In fondo il protagonista è lui, non il relatore. Individuare i bisogni dei partecipanti serve per distinguerli da quelli del relatore, che sono diversi.
Il relatore in genere pensa che basti conoscere un argomento per parlarne.
Allora si concentra sui contenuti.
Non è del tutto vero per una lezione, o una conferenza, lo è ancor meno per un comizio, o per un’assemblea. C
hi ascolta non è “vuoto”, ma pieno di aspettative e di bisogni, di informazioni o “pre-giudizi” sull’argomento.
Chi partecipa può avere già delle idee sul tema, per averne parlato con colleghi.
Allora non serve imprecare contro la disinformazione e pensare di essere vittime di un complotto. Chi crede (o vuole credere) ad una certa notizia lo fa, non per mala fede, ma spesso per soddisfare un bisogno (di rassicurazione, o altro) che è bene tener presente.
Le aspettative dei partecipanti sono diverse, talvolta opposte anche sullo stesso argomento, perché vi sono differenze tra i lavoratori, non solo tra aree professionali e tra le diverse categorie, ma anche all’interno della stessa categoria: differenze culturali, di orientamenti politici e sindacali, ovviamente, ma anche differenze dovute all’atteggiamento verso il lavoro e al grado di inserimento se sono da pochi giorni o da anni.
Il delegato, a differenza del sindacalista (specie se esterno), ha modo di raccogliere facilmente e direttamente molte informazioni sulle attese e sulle idee dei partecipanti perché li incontra, li ascolta, parla con loro sul luogo di lavoro.
Un utile esercizio prima di una riunione è raccogliere ed esaminare i prevedibili punti di vista di chi parteciperà.
Gli obiettivi. Ogni riunione ha (dovrebbe avere) un tema di discussione e/o di decisione.

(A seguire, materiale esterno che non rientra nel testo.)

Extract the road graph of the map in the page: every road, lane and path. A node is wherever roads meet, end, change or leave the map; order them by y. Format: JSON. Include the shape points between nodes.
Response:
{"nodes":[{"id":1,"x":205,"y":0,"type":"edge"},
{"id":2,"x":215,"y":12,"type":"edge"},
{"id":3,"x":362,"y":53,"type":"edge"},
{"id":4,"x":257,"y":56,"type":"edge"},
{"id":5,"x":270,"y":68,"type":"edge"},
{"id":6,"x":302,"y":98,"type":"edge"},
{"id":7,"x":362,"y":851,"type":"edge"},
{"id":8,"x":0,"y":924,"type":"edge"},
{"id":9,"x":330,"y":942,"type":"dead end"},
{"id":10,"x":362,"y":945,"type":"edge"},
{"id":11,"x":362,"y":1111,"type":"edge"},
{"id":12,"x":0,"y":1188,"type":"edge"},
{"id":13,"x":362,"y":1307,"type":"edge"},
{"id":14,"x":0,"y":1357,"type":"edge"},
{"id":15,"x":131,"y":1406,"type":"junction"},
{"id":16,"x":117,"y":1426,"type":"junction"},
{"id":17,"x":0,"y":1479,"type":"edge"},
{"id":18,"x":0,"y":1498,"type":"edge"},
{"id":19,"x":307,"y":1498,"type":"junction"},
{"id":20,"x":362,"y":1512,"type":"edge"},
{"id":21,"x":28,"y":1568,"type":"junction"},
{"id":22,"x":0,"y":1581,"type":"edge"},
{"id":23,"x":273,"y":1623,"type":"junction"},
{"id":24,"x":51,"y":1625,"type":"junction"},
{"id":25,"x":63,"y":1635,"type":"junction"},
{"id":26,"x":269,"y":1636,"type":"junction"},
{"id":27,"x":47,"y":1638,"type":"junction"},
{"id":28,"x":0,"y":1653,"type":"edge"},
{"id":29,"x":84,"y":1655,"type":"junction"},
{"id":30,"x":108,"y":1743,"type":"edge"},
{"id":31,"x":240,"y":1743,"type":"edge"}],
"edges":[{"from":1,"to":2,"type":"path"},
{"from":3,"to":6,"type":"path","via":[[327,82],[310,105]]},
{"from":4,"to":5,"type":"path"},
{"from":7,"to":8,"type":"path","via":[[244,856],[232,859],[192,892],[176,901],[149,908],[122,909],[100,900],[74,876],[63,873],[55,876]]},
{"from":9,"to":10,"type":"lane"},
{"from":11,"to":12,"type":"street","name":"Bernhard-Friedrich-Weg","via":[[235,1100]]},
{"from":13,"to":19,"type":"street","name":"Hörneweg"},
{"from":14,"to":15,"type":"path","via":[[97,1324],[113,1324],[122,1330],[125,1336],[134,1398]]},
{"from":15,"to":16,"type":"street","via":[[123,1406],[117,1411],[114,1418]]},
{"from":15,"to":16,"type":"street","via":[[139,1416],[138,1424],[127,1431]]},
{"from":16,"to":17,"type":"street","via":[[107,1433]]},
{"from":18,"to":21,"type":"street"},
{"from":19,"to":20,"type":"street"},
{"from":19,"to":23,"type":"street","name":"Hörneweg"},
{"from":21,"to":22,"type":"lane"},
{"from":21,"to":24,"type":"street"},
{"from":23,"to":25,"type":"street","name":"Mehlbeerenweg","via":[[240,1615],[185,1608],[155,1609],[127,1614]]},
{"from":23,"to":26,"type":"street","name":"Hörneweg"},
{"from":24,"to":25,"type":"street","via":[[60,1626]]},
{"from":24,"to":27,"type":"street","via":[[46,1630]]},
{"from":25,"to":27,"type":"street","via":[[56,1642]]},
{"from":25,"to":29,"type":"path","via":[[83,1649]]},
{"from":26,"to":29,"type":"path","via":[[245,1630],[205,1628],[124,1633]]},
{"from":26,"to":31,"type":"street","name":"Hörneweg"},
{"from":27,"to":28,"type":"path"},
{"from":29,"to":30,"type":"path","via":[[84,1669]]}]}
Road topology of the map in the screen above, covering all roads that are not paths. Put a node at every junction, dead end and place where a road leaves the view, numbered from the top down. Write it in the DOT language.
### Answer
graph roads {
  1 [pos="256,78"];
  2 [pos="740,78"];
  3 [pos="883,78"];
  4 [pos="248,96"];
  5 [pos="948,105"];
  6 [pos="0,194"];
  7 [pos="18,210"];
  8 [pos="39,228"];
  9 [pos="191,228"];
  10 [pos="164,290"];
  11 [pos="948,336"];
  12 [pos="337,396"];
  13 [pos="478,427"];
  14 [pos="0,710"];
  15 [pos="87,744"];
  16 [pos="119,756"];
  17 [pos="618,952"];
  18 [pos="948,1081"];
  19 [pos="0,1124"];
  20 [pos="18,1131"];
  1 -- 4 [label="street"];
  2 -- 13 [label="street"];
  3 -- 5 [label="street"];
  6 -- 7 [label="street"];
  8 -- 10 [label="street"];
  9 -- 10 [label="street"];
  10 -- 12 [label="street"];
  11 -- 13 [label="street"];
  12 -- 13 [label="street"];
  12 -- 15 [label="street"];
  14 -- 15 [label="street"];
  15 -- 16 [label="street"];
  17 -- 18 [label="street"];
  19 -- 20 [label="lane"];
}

Può essere informativa e/o decisionale.
Il relatore deve chiarire i propri obiettivi, analizzare le idee o le attese dei partecipanti, mettere in relazione i primi con le seconde.
Per rendere più semplice questo lavoro è bene disarticolare il tema in nuclei semplici.
Ad ognuno si associano sia il nostro obiettivo, sia i (previsti) punti vista dei partecipanti, sia il modo in cui intendiamo trattarli.
Questo lavoro ci consente di preparare ciò che serve per condurre l’assemblea:
- la scaletta della relazione;
- un elenco di domande che potrebbero essere poste durante l’assemblea e le eventuali risposte da dare, utile per la gestione della discussione;
- una strategia di comunicazione e di gestione delle fasi dell’assemblea;
- una o più schede sul tema, una o due pagine al massimo da distribuire ai partecipanti per spiegare punti complessi e non disperdere la discussione in questioni tecniche o di dettaglio.
Tutto questo richiede tempo, ma garantisce una maggiore efficacia dell’assemblea.
La scaletta. Il tempo è una risorsa scarsa. Le cose da dire sono tante. Occorre quindi preparare una scaletta della relazione: selezionare gli argomenti da inserire nella relazione e quelli da discutere nel dibattito o nelle conclusioni; e distribuirli in una successione di importanza in base ad una strategia di comunicazione, all’idea che abbiamo attorno alle informazioni e le attese dell’uditorio, e non solo in base alle esigenze di chi fa la relazione.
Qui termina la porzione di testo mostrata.